Luckily for AMD, and its Arm server competitors Qualcomm and Cavium, there is intense pressure from all aspects of high-end computing – internal applications and external ones at hyperscalers and some cloud builders as well as enterprises who feel locked into Intel’s products – for an alternative to the Xeon processor. AMD has been gradually building momentum and trust in its Epyc server platform. It has been a long road back and has taken more than five years to get to this point.
It all started with getting the right server core architecture, something that AMD did not get right with the latter variations of the Opteron server processors from a decade ago. That “Zen” core architecture, divulged in the summer of 2016, that is at the heart of the Epyc processors was designed to strike a balance between compute, with four integer units and two 128-bit fused multiply add (FMA) units per core, and memory bandwidth. The cores also have two-way simultaneous multithreading to boost the efficiency of thread-hungry applications like Java application servers and databases. By the Open Compute Summit earlier this year, it seemed pretty clear that the Naples processors gave AMD a second chance in servers, and it did not hurt that Microsoft endorsed the Naples chips within its next-generation of “Project Olympus” servers for its internal infrastructure on the Azure cloud. (Microsoft is no dummy, and made sure to make it clear that the Olympus machines would also support 64-bit Arm server chips from Cavium and Qualcomm, and also announced an internal port of Windows Server 2016 for its own Azure applications that ran on these Arm chips.) It was around this time that AMD first started making comparisons between its future Naples platforms and Intel’s then-current “Broadwell” Xeon E5 v4 systems, which were quite a bit lower on core count, memory capacity and speed (and therefore a lot lower on memory bandwidth) and I/O capacity.
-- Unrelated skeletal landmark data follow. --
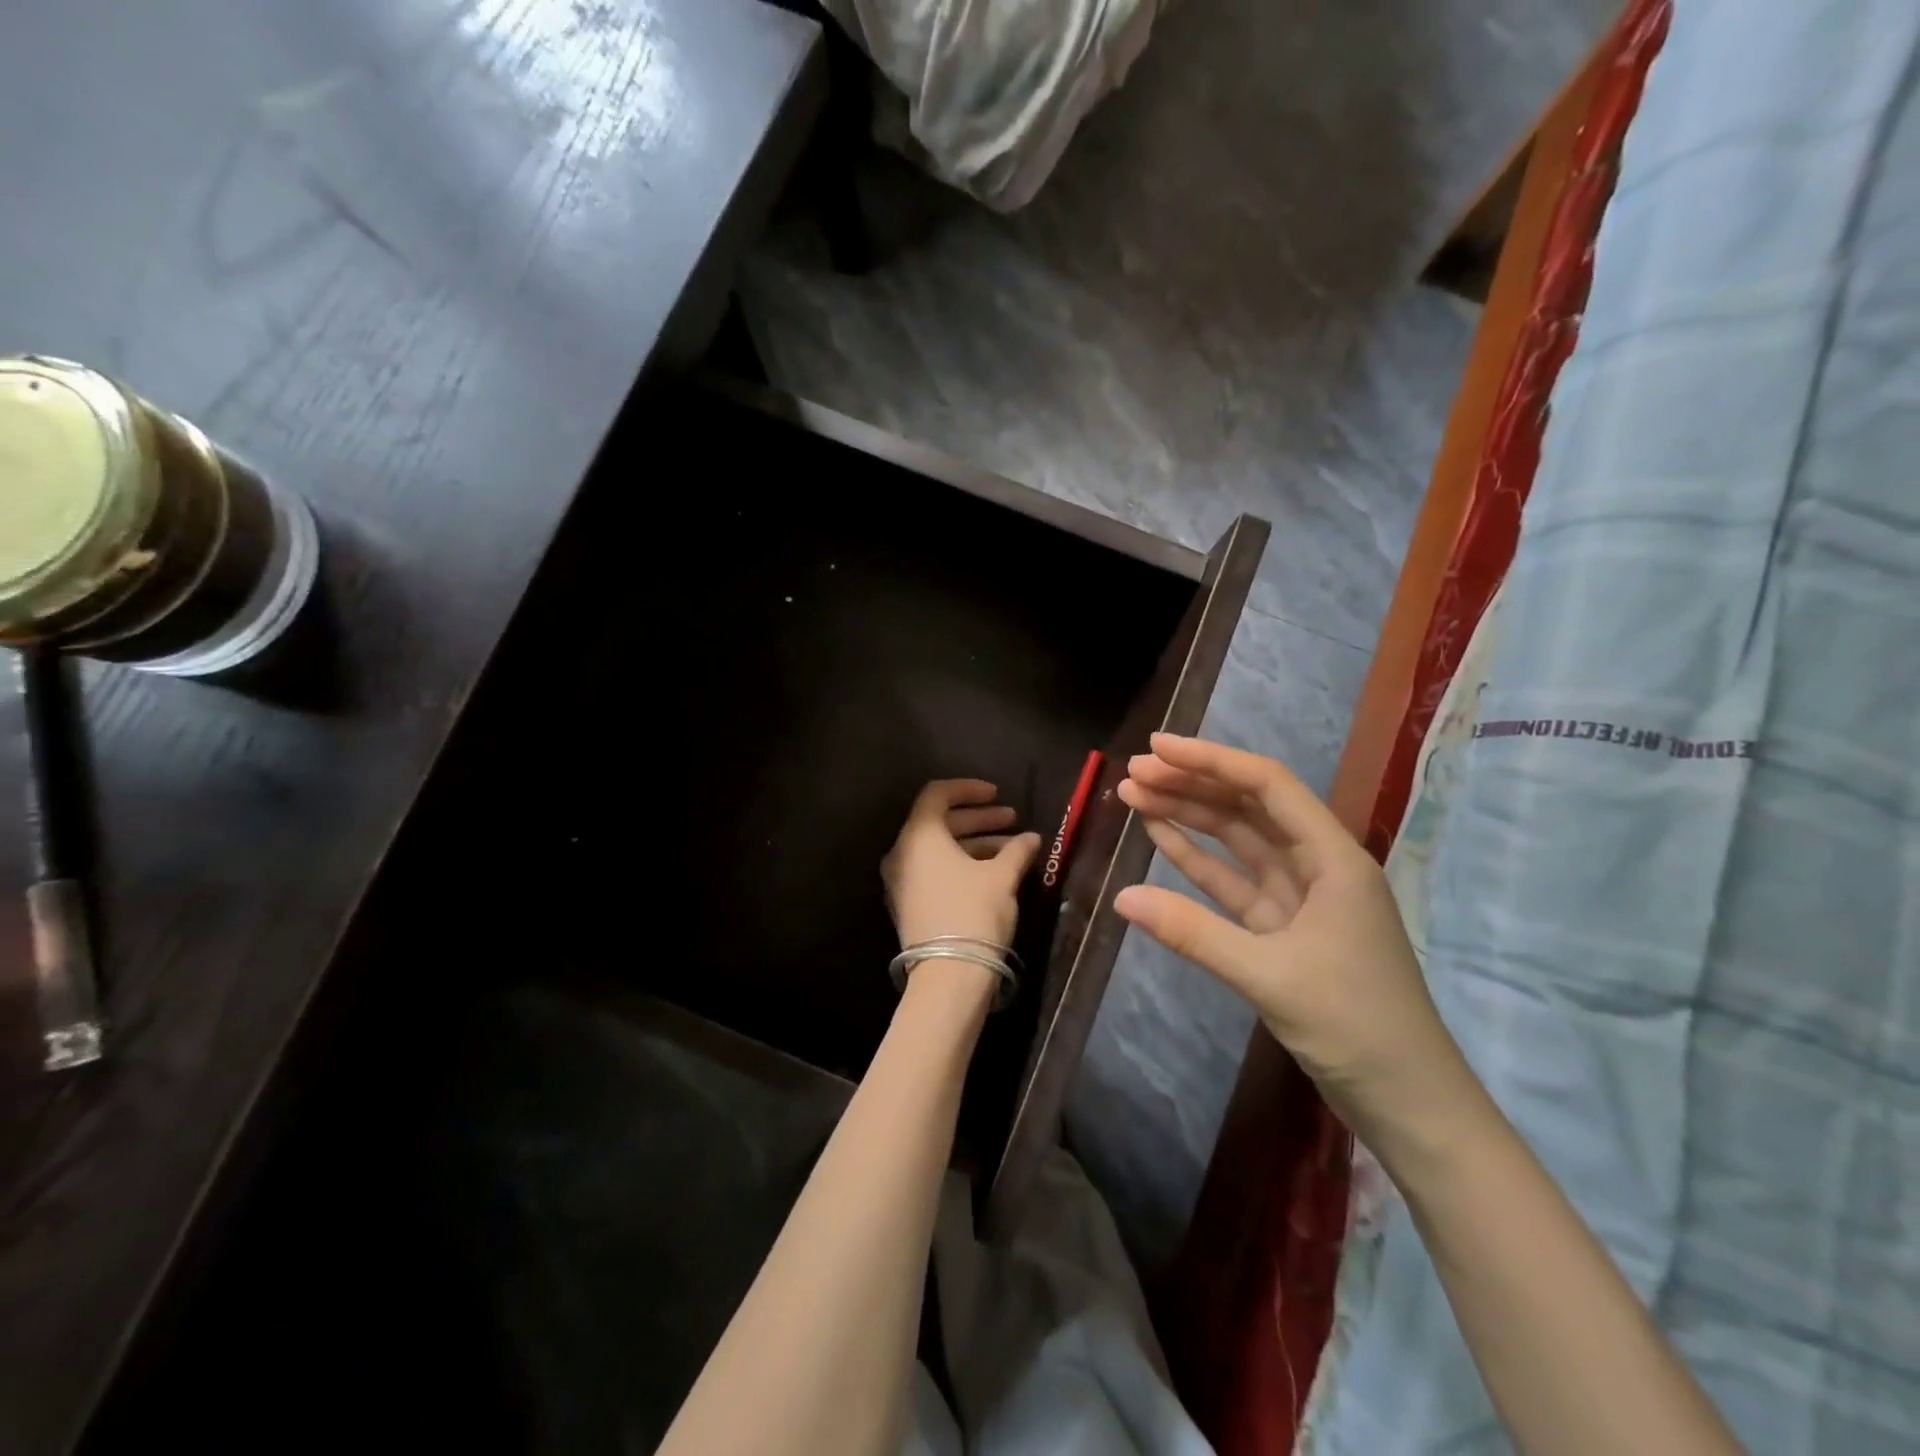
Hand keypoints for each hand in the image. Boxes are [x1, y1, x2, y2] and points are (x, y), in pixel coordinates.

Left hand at [881, 780, 1040, 954]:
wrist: (948, 976)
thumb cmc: (974, 913)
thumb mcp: (1001, 877)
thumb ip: (1016, 850)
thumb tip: (1031, 838)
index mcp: (919, 836)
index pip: (937, 795)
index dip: (968, 789)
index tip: (997, 794)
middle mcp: (902, 853)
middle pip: (939, 822)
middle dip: (978, 818)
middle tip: (1012, 819)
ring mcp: (902, 881)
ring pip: (939, 849)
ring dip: (974, 843)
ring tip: (1012, 848)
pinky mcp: (909, 904)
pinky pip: (934, 870)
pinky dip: (960, 864)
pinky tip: (993, 871)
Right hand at [1114, 734, 1465, 1139]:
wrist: (1407, 1104)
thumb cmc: (1356, 1027)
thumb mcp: (1271, 976)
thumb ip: (1194, 933)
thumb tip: (1122, 898)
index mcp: (1334, 859)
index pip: (1267, 786)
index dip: (1210, 761)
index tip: (1156, 748)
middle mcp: (1317, 866)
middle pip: (1248, 808)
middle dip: (1191, 785)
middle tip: (1133, 773)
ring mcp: (1299, 898)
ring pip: (1237, 842)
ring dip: (1189, 818)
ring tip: (1136, 796)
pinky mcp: (1282, 930)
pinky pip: (1233, 883)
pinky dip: (1197, 862)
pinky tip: (1162, 839)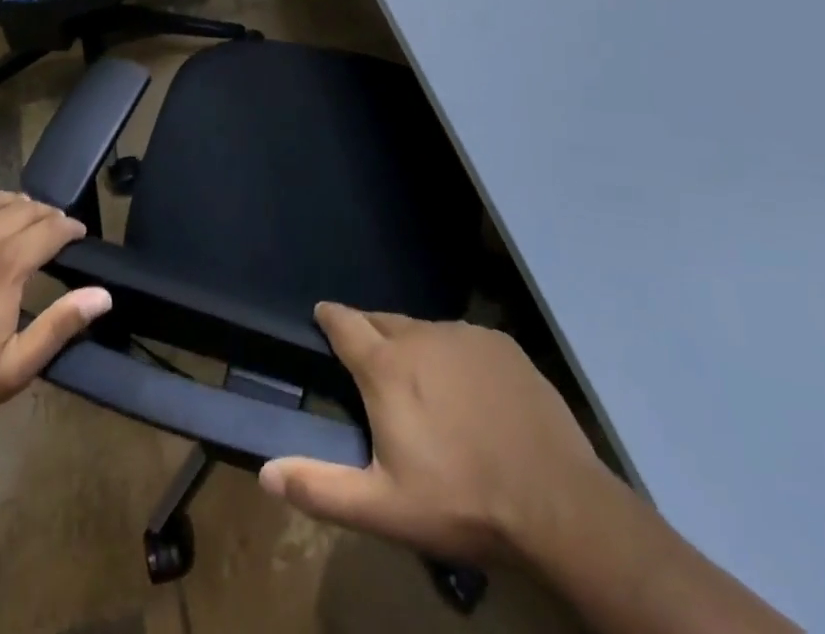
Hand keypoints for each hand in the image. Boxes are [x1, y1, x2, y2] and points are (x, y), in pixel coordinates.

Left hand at [0, 178, 111, 430]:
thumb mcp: (14, 368)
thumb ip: (59, 326)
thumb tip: (102, 295)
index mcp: (7, 267)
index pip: (49, 231)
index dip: (69, 228)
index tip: (79, 234)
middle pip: (22, 210)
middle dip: (45, 213)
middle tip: (55, 224)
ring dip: (12, 200)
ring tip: (24, 208)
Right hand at [258, 304, 608, 567]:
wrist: (558, 505)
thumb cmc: (462, 503)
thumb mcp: (384, 509)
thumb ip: (320, 489)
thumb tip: (266, 473)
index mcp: (385, 367)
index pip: (344, 322)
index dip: (329, 317)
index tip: (322, 316)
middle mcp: (420, 336)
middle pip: (383, 321)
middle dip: (369, 332)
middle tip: (369, 361)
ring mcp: (464, 336)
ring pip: (424, 330)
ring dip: (413, 346)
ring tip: (422, 384)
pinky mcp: (501, 344)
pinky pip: (463, 340)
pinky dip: (454, 355)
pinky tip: (469, 391)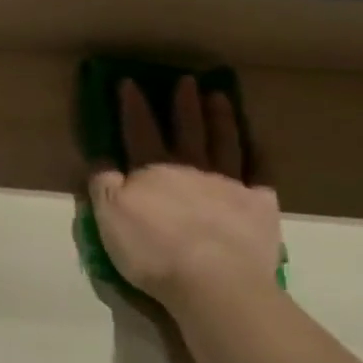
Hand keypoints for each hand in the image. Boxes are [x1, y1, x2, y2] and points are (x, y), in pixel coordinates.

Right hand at [88, 75, 281, 316]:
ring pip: (224, 143)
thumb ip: (103, 184)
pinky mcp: (260, 206)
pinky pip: (261, 174)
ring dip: (221, 119)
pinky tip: (259, 146)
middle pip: (187, 129)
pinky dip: (260, 158)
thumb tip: (101, 158)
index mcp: (152, 169)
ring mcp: (229, 184)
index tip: (129, 81)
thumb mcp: (109, 217)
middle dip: (184, 104)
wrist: (214, 282)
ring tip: (221, 97)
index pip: (139, 129)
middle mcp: (191, 167)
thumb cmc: (153, 249)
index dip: (133, 105)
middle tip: (187, 80)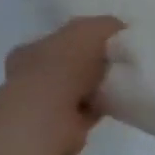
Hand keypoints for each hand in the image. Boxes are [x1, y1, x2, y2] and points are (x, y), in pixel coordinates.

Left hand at [1, 16, 124, 154]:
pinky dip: (101, 107)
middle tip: (120, 62)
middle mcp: (32, 76)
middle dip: (94, 65)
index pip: (60, 40)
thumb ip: (106, 25)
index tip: (110, 42)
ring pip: (78, 90)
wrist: (50, 116)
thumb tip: (120, 29)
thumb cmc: (64, 64)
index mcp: (32, 49)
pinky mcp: (60, 128)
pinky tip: (118, 101)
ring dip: (98, 88)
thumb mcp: (90, 29)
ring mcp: (43, 105)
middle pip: (70, 66)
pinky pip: (87, 112)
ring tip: (123, 82)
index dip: (85, 39)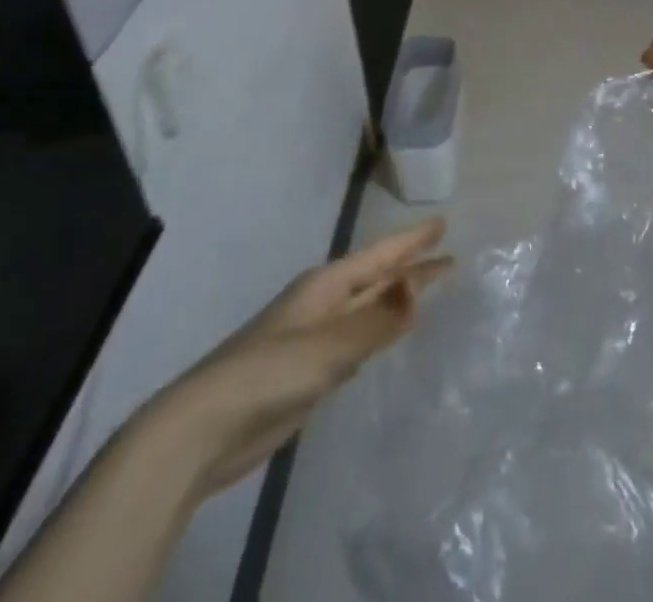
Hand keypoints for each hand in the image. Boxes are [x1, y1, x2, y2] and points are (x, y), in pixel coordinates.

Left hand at [138, 218, 451, 497]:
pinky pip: (358, 338)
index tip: (442, 224)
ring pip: (368, 307)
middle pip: (376, 277)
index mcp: (326, 285)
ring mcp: (315, 337)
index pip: (380, 255)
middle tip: (448, 255)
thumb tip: (418, 283)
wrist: (205, 429)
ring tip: (426, 288)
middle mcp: (323, 303)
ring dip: (396, 296)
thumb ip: (376, 318)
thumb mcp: (329, 345)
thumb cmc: (269, 373)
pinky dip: (379, 330)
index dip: (412, 241)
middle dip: (410, 265)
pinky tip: (387, 336)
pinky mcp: (310, 371)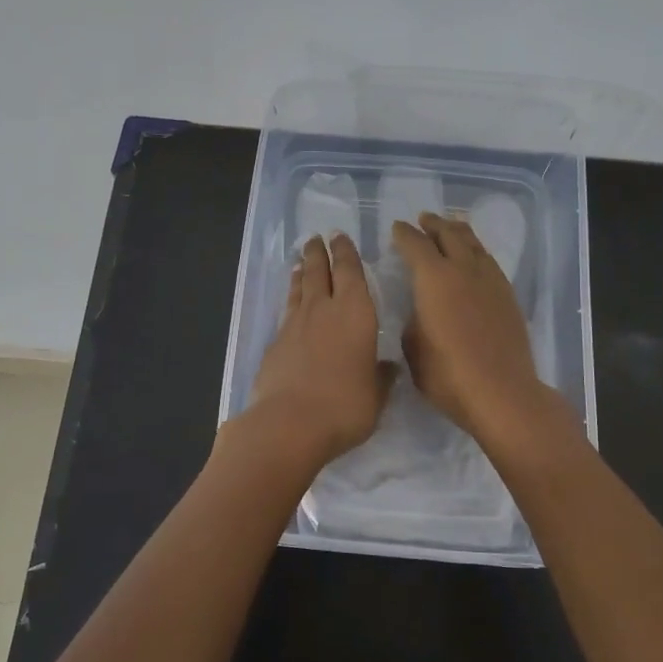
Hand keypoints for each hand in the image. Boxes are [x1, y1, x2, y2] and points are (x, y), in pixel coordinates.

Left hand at [244, 234, 393, 466]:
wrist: (289, 424)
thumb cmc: (345, 407)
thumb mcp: (376, 396)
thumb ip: (381, 377)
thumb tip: (388, 366)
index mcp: (355, 313)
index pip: (350, 271)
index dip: (346, 253)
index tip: (340, 237)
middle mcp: (323, 310)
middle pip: (318, 272)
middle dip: (319, 253)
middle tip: (316, 238)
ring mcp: (294, 325)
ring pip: (298, 288)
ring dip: (300, 272)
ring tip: (300, 261)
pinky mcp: (274, 344)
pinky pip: (286, 312)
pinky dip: (289, 300)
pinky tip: (290, 305)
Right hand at [390, 212, 564, 445]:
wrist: (501, 393)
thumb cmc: (447, 374)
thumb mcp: (413, 347)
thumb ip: (414, 318)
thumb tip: (421, 309)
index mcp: (434, 278)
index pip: (415, 245)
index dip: (404, 234)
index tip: (397, 228)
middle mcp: (463, 270)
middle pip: (449, 234)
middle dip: (434, 224)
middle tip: (424, 219)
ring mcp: (491, 281)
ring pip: (474, 244)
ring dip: (459, 232)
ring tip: (451, 228)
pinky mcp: (508, 296)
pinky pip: (489, 262)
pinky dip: (476, 252)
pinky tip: (474, 259)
A few months later, during the summer of this year, AMD started guiding the base that a big part of its strategy would be to try to replace a lot of mainstream two-socket servers using middle bin Xeon processors with single-socket Naples systems. AMD branded the Naples chips under the Epyc moniker and rolled them out in June, a month ahead of Intel with its “Skylake” Xeon SPs, which came out in July. While Intel has closed some of the gap with its Skylake Xeons, these are in many cases still very pricey chips and AMD can still make a credible case for itself. And at least for single-precision workloads, it also has a one-two punch motion in reserve, marrying the Epyc servers with its Radeon Instinct MI25 GPU accelerator cards and fighting the combination of Xeon CPUs and Nvidia Tesla GPU accelerators on a price/performance front. The Project 47 systems, which we profiled back in August, pack a petaflops of single precision compute in a rack and are now available from server maker AMAX. At the SC17 supercomputing conference this month, AMD was showing off these systems and the fact that it had integrated Google’s TensorFlow machine learning framework with its ROCm 1.7 hybrid system middleware, making it easier for companies that have created CUDA applications and adopted TensorFlow to port over to the AMD stack.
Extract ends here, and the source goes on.